The cost of healthcare is getting out of hand with healthcare costs increasing at a much greater rate than GDP and with most state governments spending about 30% of annual new spend on health.
This is not sustainable even in the short term, so we need to think of other ways of delivering services – just like every other industry over the past 30 to 40 years.
Think how the banking industry, construction, legal have changed the way they do things, altered the skills mix of workers and seen how they can improve productivity.
Our dental colleagues have embraced this with gusto. Do you spend all the time with the dentist? No way – you see the dental technician, the hygienist and sometimes the dental assistant – always the dentist albeit briefly for the bill. We need to do the same – but urgently!
The Productivity Commission Report into Australia’s Health Workforce (2006) suggested that it was 20% inefficient – with significant differences between the public and private sectors. Has anything changed? Not much.
We are starting to slowly engage nurses and allied health professionals with some tasks but we get bogged down in demarcation disputes or regulatory issues.
We must do more; there is a whole range of tasks that we, the medical profession, could delegate to others. Do we really need to fill out repeat prescriptions, carry out medication reviews, review chronic disease or carry out routine procedures such as gastroscopy or even simple anaesthetics?
Other countries have nurse anaesthetists, colonoscopy technicians and a raft of other ‘assistants’ who work in a team situation through a delegated care model.
How come the US, Israel, Canada, UK and Europe can embrace physician assistants (PAs) and deliver equivalent care to more patients and yet we cannot seem to recognise them despite trials in South Australia and Queensland? These studies showed that PAs worked well within the health system, delivered high quality care and were well accepted by patients and other health professionals.
In other parts of the world they teach medical students, and in private practice actually increase practice income by allowing more patients to be seen.
Every health professional should rise each morning and ask themselves ‘what did you do yesterday that could have been done by someone else?’ You will be surprised at the response.
Accept it not as task shifting but liberation – allowing you time to work to the top of your scope of practice and not have to do mundane tasks that could be done by someone else.
New models of care are also about using technology, telehealth, smartphones and other devices to help us (and patients) save time – think of the time saved travelling or waiting in doctors surgeries/hospitals if 20% of consultations could be done by phone.
It is happening elsewhere and we are not engaging in these innovative practices. What a service we could provide to rural and remote areas if we really used technology sensibly and developed proper trials to assess its value and cost effectiveness.

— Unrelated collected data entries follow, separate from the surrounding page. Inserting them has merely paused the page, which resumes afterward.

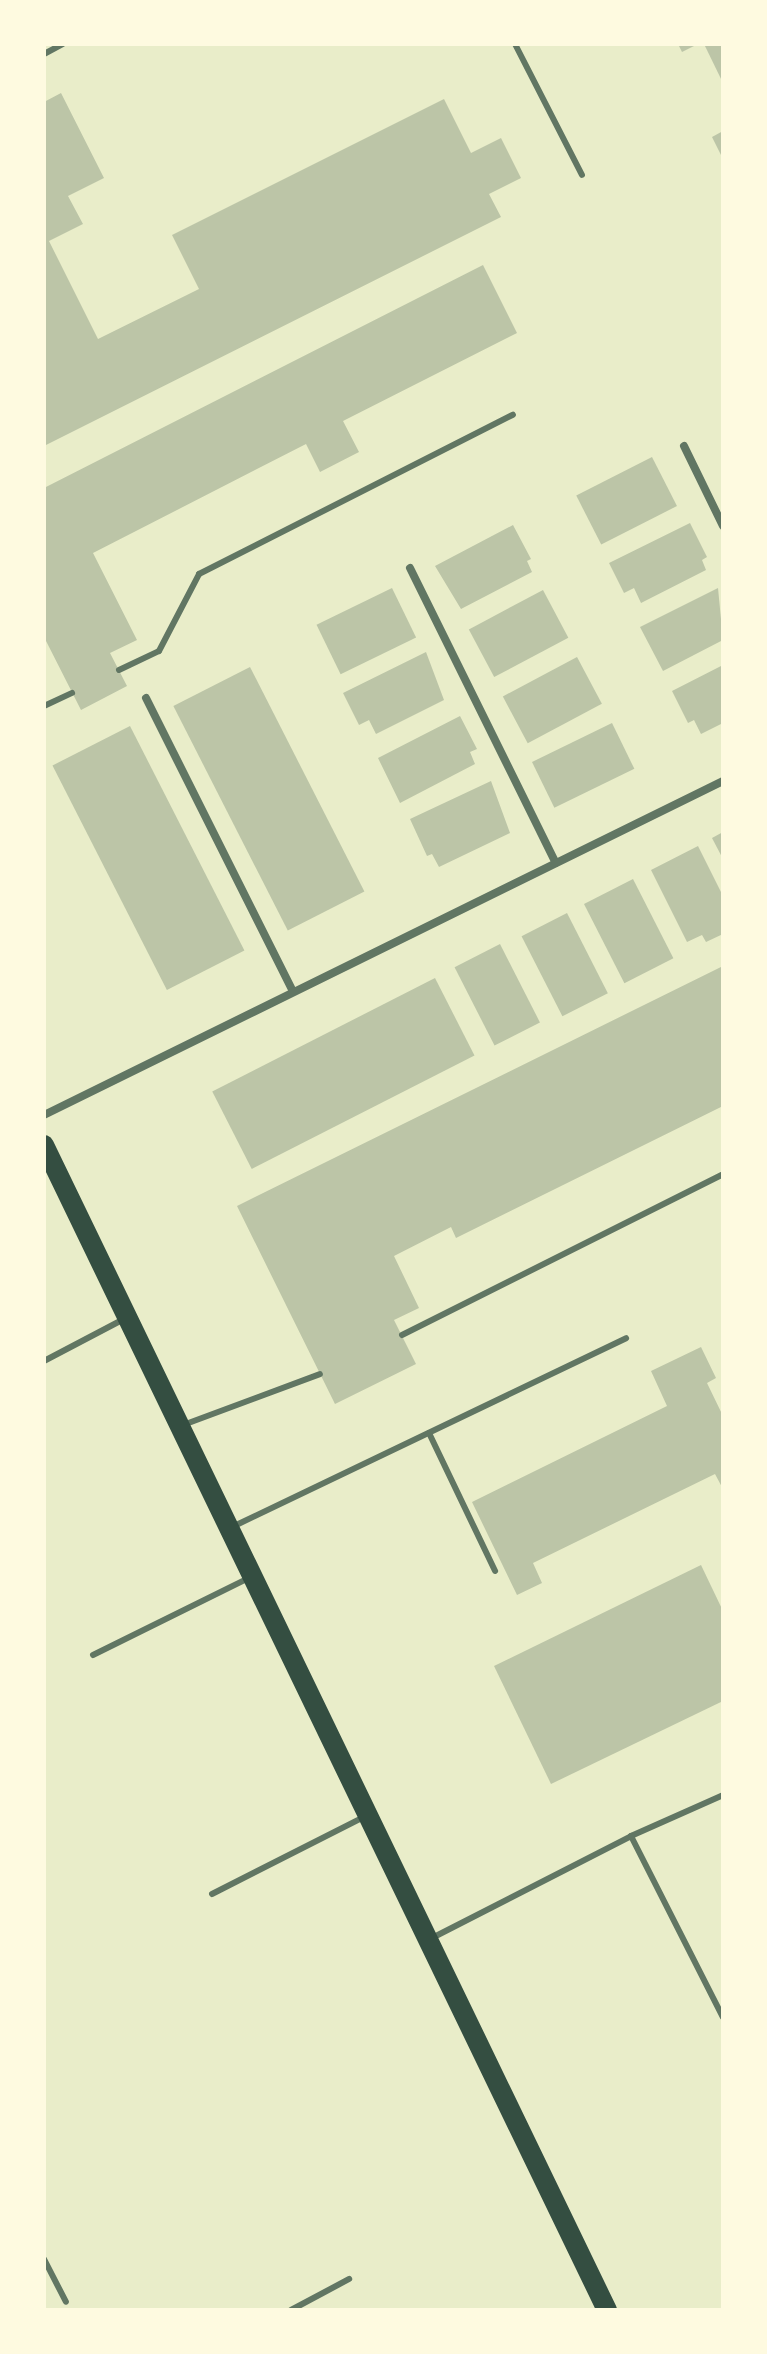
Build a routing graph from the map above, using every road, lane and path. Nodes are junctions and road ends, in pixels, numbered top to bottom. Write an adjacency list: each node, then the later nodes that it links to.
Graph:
1 (63, 44): 3 (lane)
2 (515, 44): 4 (lane)
3 (44, 54)
4 (582, 175)
5 (513, 415): 9 (lane)
6 (684, 446): 7 (street)
7 (723, 526)
8 (410, 568): 14 (street)
9 (119, 670)
10 (72, 693): 12 (lane)
11 (146, 698): 15 (street)
12 (44, 706)
13 (723, 781): 14 (street)
14 (556, 863): 15 (street)
15 (293, 991): 16 (street)
16 (44, 1115)
17 (44, 1145): 19 (main road)
18 (723, 1174): 20 (lane)
19 (127, 1317): 22 (lane); 24 (main road)
20 (402, 1335)
21 (626, 1338): 25 (lane)
22 (44, 1361)
23 (320, 1374): 24 (lane)
24 (180, 1426): 26 (main road)
25 (429, 1433): 26 (lane); 27 (lane)
26 (229, 1528): 28 (main road)
27 (495, 1571)
28 (252, 1576): 29 (lane); 31 (main road)
29 (93, 1655)
30 (723, 1795): 32 (lane)
31 (368, 1815): 33 (lane); 34 (main road)
32 (631, 1836): 34 (lane); 35 (lane)
33 (212, 1894)
34 (428, 1940): 41 (main road)
35 (723, 2017)
36 (44, 2259): 37 (lane)
37 (47, 2273): 39 (lane)
38 (349, 2279): 40 (lane)
39 (66, 2302)
40 (291, 2310)
41 (607, 2310)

It’s taken about 20 years since the benefits of telehealth were first known for it to get item numbers, but let’s hope we don’t have to wait that long for an item number for a phone consultation.
Update (2 April): On related themes, this post by an NHS hospital CEO, Dr Mark Newbold, stresses the importance of collaboration in health.
He says a culture of openness is more powerful in facilitating collaboration within an organisation than either a decentralised structure or technology. He writes: “Relationship-building and openness are key, alongside the maturity to set narrow goals aside in favour of joint working aimed at achieving larger, shared ambitions”.
Newbold describes himself as “very interested in creating a more open and engaging style of hospital management, and in exploring new models of hospital service provision through collaboration and community integration”.